Gearbox efficiency while back-driving

I suppose if there's a "sci.engr.mechanical" group I should post it there
-- but r.c.m has some smart mechanical types, and s.e.c may still have
some lurkers who might come out of the woodwork for this one.
So here's a question for the mechanical engineers in the group(s).
I was giving a seminar on control systems last week, and had the
embarrassment of not only having a huge mathematical error in one of my
slides, but had one of the smarter audience members question my
underlying assumptions -- and I didn't have answers for either problem
while standing there.
The basic problem is this:
If I'm putting a gearbox into a control system, and I have a data sheet
(or measurements) for the gearbox that tell me it's efficiency in the
designed direction of power transfer (usually when it's gearing down), I
would like to know what its efficiency is in the backward direction.

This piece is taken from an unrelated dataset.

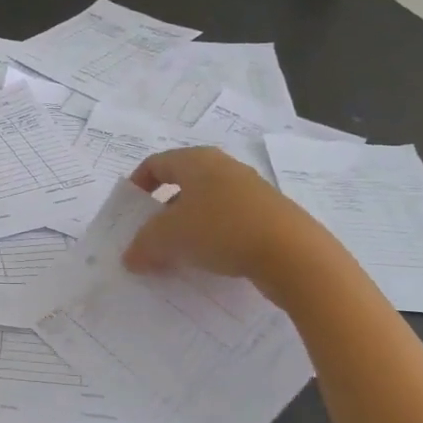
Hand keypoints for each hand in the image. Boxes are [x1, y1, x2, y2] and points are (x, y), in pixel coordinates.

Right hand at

In other words, if I have a gearbox with a gear-down ratio of K:1 and
100% efficiency, then when I drive a torque into the thing I should get
K * torque out. But what I really get is K * torque * efficiency.

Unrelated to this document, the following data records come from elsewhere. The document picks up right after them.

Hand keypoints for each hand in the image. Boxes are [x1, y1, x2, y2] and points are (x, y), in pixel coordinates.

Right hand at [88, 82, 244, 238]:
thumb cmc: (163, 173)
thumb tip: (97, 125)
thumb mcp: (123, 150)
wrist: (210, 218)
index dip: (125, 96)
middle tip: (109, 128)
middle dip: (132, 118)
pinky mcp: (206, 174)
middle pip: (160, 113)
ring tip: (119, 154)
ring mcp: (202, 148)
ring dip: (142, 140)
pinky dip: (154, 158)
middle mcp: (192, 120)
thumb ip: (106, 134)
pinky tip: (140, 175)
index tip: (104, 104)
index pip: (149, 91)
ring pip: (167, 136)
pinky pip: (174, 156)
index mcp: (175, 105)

I know both from experimentation with one sample, and from working out
the math, that if I have a single-stage worm gear that I try to back-
drive, its efficiency in the backward direction is pretty close to
h_b = h_f / (1 - 2 * h_f), where h_f is the efficiency in the forward
direction.
But I don't know if this is general to all gearboxes, or even to all worm
gear trains -- it's quite possible that I messed up my calculation and
then lucked out on the one sample that I experimented on.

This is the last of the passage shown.